BRIEF: The required output is a number: how many lines of the data below include the string "طريق".

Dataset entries

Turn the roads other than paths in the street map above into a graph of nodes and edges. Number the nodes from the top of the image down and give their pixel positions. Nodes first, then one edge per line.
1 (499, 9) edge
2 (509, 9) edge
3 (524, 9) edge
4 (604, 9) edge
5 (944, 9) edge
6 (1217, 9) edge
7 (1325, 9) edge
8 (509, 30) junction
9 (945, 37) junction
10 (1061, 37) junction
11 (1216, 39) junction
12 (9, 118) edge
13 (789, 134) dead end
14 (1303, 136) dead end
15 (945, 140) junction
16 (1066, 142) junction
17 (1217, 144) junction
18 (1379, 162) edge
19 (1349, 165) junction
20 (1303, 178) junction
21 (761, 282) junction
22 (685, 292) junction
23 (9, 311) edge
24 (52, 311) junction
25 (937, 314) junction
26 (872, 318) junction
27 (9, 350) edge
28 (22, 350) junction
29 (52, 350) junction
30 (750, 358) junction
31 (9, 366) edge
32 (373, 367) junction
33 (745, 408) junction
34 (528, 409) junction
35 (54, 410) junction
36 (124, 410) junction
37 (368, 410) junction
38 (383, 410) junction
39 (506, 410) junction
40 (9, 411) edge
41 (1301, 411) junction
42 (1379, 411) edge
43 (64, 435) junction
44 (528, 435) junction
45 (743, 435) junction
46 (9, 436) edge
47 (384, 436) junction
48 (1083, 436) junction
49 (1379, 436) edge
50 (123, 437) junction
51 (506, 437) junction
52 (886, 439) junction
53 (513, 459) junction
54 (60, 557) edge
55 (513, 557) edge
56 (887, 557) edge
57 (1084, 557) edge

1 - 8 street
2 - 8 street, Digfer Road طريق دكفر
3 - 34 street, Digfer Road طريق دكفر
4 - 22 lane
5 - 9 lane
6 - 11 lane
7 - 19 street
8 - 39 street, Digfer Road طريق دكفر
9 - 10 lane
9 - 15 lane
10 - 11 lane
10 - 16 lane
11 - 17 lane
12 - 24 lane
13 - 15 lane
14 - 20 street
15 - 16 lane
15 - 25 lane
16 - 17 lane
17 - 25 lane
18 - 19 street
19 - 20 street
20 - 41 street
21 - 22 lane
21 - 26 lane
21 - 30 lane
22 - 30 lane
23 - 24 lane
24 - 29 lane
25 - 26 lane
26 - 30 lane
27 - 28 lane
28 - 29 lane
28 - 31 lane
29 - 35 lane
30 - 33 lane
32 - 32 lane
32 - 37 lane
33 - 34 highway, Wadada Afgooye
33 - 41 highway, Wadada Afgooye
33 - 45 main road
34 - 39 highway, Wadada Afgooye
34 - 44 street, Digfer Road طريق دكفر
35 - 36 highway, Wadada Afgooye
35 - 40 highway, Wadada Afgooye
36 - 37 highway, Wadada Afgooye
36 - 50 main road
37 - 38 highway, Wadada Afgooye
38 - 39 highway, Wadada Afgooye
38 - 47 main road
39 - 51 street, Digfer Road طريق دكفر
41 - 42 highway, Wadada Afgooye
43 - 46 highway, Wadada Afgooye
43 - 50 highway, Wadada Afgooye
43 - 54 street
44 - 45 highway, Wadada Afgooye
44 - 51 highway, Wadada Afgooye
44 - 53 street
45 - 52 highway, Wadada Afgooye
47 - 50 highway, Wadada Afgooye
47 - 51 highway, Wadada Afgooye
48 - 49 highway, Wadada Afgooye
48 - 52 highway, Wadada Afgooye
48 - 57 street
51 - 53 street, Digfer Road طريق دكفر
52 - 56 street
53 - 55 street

COMPLETED TASK: 6